Maintenant direction Bon repos au 41km. Juste avant ravito a l'écluse au km38. Bonne pause, je prends le temps de m'alimenter notamment en salé (vive le saucisson sec), faire le plein et me voilà reparti. Passage près de bon repos au bout de 6h13 ou j'entends en fond le speaker interviewer Francis Garnier : mauvaise journée pour lui (moi 6h13, je signe de suite;) ).

Quand je passe à bon repos, j'attends la famille pour notamment pouvoir changer mon maillot qui doit peser 10kg. Malheureusement Virginie vient de partir pensant qu'elle m'avait raté. Cette portion était assez dure et j'ai pris du retard désormais. A ce moment, je sens que mes forces ont bien diminuées, même si le corps va bien.

Je continue vers le prochain ravito avant Gouarec, je sais que je serai dans les temps, mais je me sens assez faible. Par contre, les muscles sont assez souples.
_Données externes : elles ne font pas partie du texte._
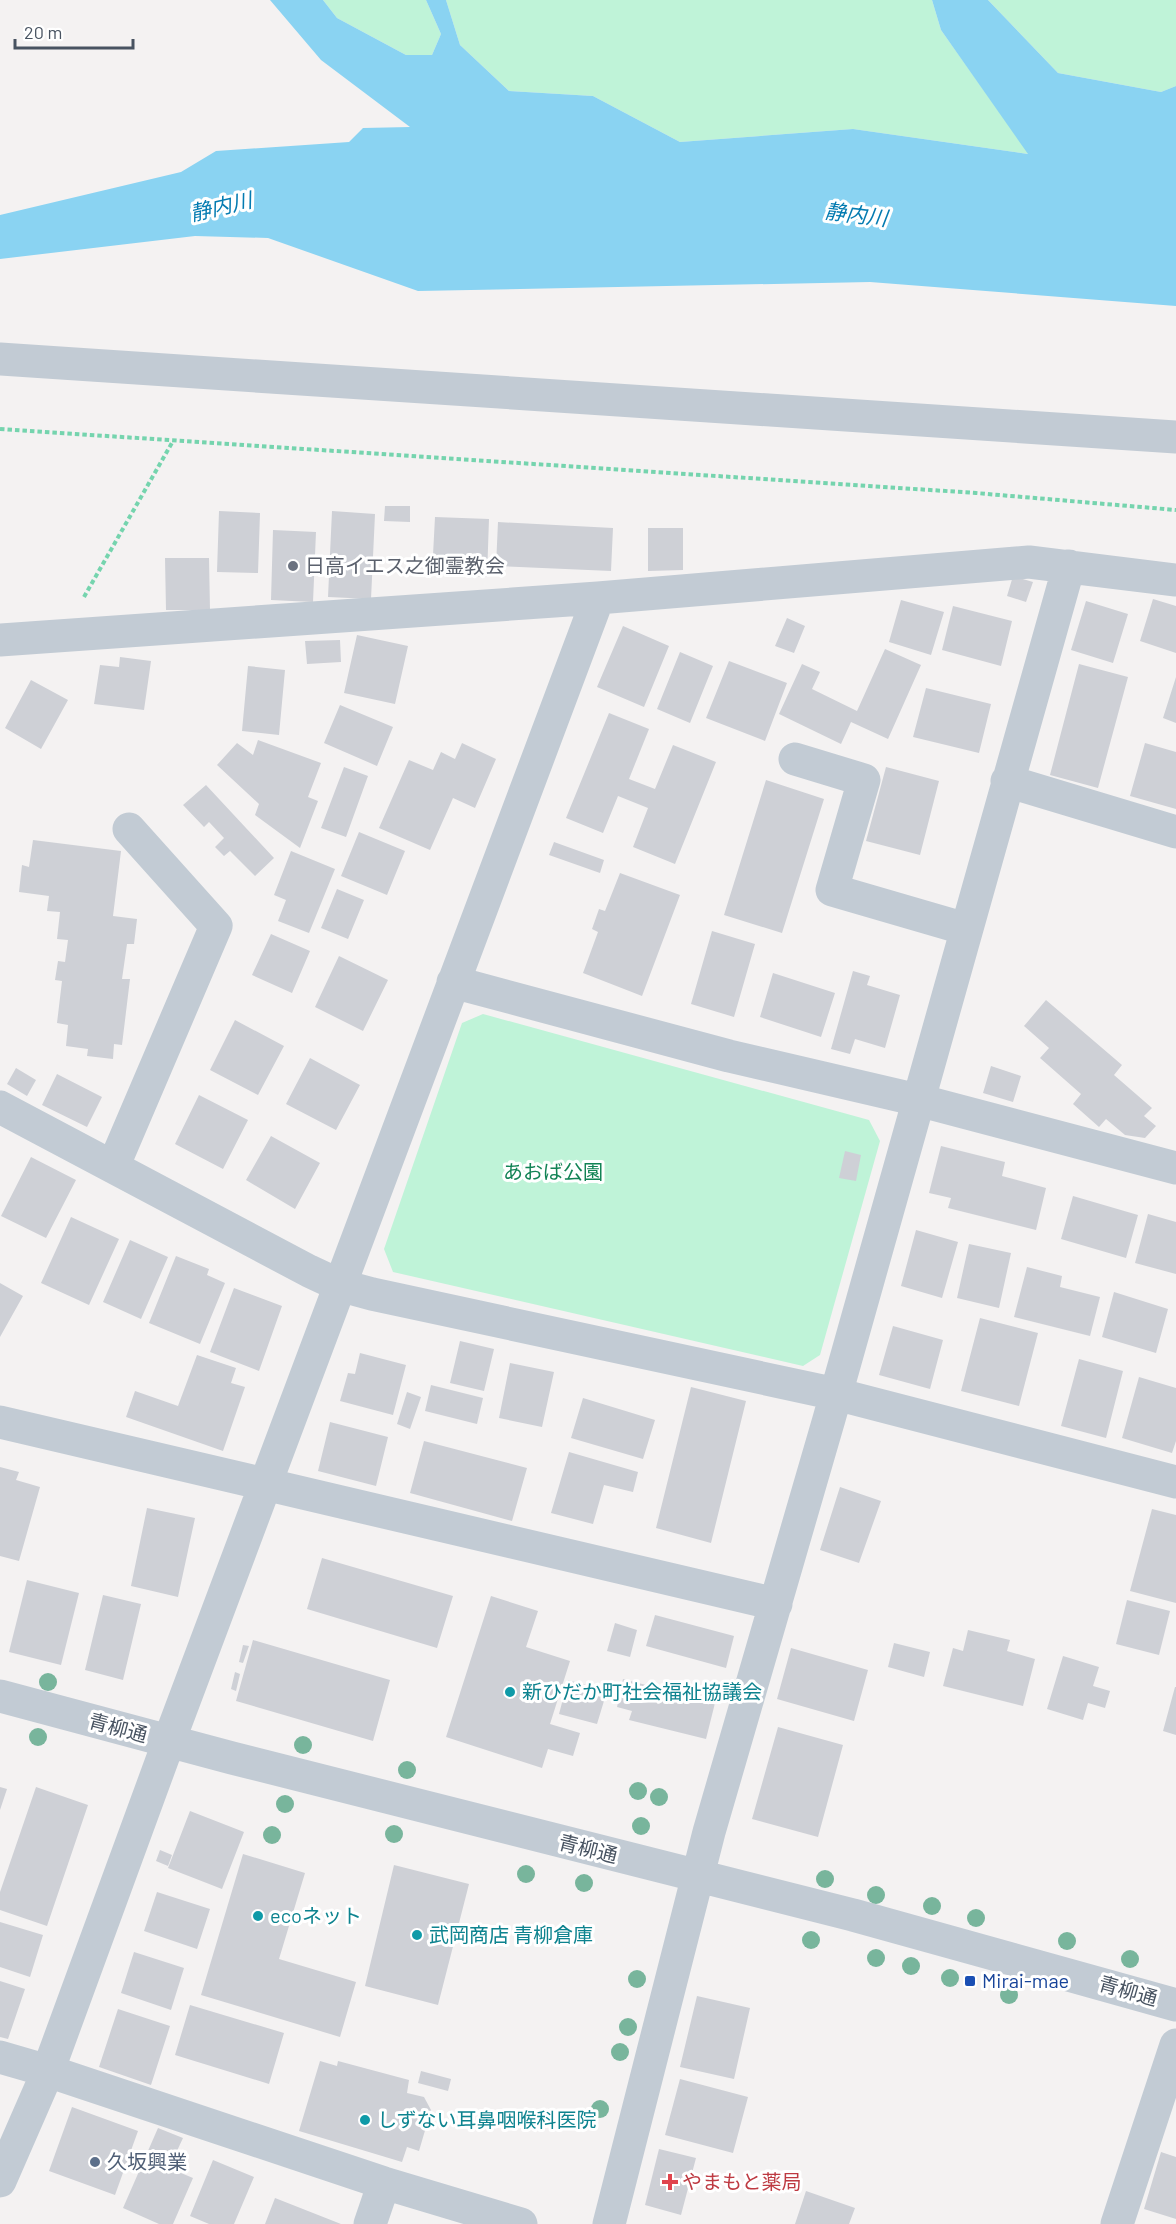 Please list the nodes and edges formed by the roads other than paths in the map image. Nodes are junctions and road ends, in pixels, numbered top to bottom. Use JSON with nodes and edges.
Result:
{"nodes":[{"id":1,"x":0,"y":359,"type":"edge"},
{"id":2,"x":1176,"y":437,"type":"edge"},
{"id":3,"x":1069,"y":566,"type":"junction"},
{"id":4,"x":1176,"y":580,"type":"edge"},
{"id":5,"x":598,"y":598,"type":"junction"},
{"id":6,"x":4,"y":647,"type":"edge"},
{"id":7,"x":795,"y":759,"type":"dead end"},
{"id":8,"x":1007,"y":782,"type":"junction"},
{"id":9,"x":129,"y":829,"type":"dead end"},
{"id":10,"x":1176,"y":832,"type":"edge"},
{"id":11,"x":966,"y":929,"type":"junction"},
{"id":12,"x":453,"y":982,"type":"junction"},
{"id":13,"x":918,"y":1100,"type":"junction"},
{"id":14,"x":0,"y":1107,"type":"edge"},
{"id":15,"x":113,"y":1167,"type":"junction"},
{"id":16,"x":1176,"y":1168,"type":"edge"},
{"id":17,"x":339,"y":1285,"type":"junction"},
{"id":18,"x":836,"y":1394,"type":"junction"},
{"id":19,"x":0,"y":1422,"type":"edge"},
{"id":20,"x":1176,"y":1482,"type":"edge"},
{"id":21,"x":267,"y":1484,"type":"junction"},
{"id":22,"x":776,"y":1605,"type":"junction"},
{"id":23,"x":0,"y":1696,"type":"edge"},
{"id":24,"x":169,"y":1741,"type":"junction"},
{"id":25,"x":697,"y":1877,"type":"junction"},
{"id":26,"x":1176,"y":2005,"type":"edge"},
{"id":27,"x":1176,"y":2045,"type":"edge"},
{"id":28,"x":0,"y":2057,"type":"edge"},
{"id":29,"x":48,"y":2071,"type":"junction"},
{"id":30,"x":0,"y":2181,"type":"edge"},
{"id":31,"x":384,"y":2183,"type":"junction"},
{"id":32,"x":370,"y":2224,"type":"edge"},
{"id":33,"x":521,"y":2224,"type":"edge"},
{"id":34,"x":609,"y":2224,"type":"edge"},
{"id":35,"x":1117,"y":2224,"type":"edge"}],
"edges":[{"from":1,"to":2,"type":"street"},
{"from":3,"to":4,"type":"street"},
{"from":3,"to":5,"type":"street"},
{"from":3,"to":8,"type":"street"},
{"from":5,"to":6,"type":"street"},
{"from":5,"to":12,"type":"street"},
{"from":7,"to":11,"type":"street"},
{"from":8,"to":10,"type":"street"},
{"from":8,"to":11,"type":"street"},
{"from":9,"to":15,"type":"street"},
{"from":11,"to":13,"type":"street"},
{"from":12,"to":13,"type":"street"},
{"from":12,"to":17,"type":"street"},
{"from":13,"to":16,"type":"street"},
{"from":13,"to":18,"type":"street"},
{"from":14,"to":15,"type":"street"},
{"from":15,"to":17,"type":"street"},
{"from":17,"to":18,"type":"street"},
{"from":17,"to":21,"type":"street"},
{"from":18,"to":20,"type":"street"},
{"from":18,"to":22,"type":"street"},
{"from":19,"to":21,"type":"street"},
{"from":21,"to":22,"type":"street"},
{"from":21,"to":24,"type":"street"},
{"from":22,"to":25,"type":"street"},
{"from":23,"to":24,"type":"street","name":"青柳通"},
{"from":24,"to":25,"type":"street","name":"青柳通"},
{"from":24,"to":29,"type":"street"},
{"from":25,"to":26,"type":"street","name":"青柳通"},
{"from":25,"to":34,"type":"street"},
{"from":27,"to":35,"type":"street"},
{"from":28,"to":29,"type":"street"},
{"from":29,"to":30,"type":"street"},
{"from":29,"to":31,"type":"street"},
{"from":31,"to":32,"type":"street"},
{"from":31,"to":33,"type":"street"}]}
Encore un bel arrêt au dernier ravito, il me reste désormais les landes de Liscuit à franchir avec ses ardoisières et sa chaleur car c'est l'endroit ou nous sommes le plus exposé au soleil.

Je retrouve assez rapidement Cyril que j'ai rencontré à Endurance Shop vendredi soir, à la rencontre avec François D'Haene. Le fait d'échanger, fait passer le temps. Par contre, je suis surpris de pouvoir assez facilement courir sur le plat et les petites descentes. Les landes se passent bien car les températures ont bien baissée, nous entendons la sono en contre-bas. Le retour vers l'abbaye se passe assez bien malgré la grosse montée de marches.

Une petite rivière à traverser à l'entrée de l'abbaye (la seule), la fraicheur de l'eau fait du bien. La famille m'attends et je passe la ligne avec Rose et Baptiste, c'est un pur bonheur et une fierté même si mon temps est certainement perfectible 9h06.

En résumé, je constate que ma préparation est bonne et cohérente, ma gestion de course également, mon alimentation idem. Par contre, je constate que le cumul d'arrêt (ravitos, pause photo) m'a fait perdre 1h00. Il va vraiment falloir que j'arrête de jouer au reporter. Maintenant, je vais penser au tour du Puy de Sancy : 60kms et avec un gros déniv avec les copains du team.

Ce sera une course particulière à préparer car elle se déroulera pendant les vacances ou je sais très bien que je ne pourrai courir car il y fera trop chaud.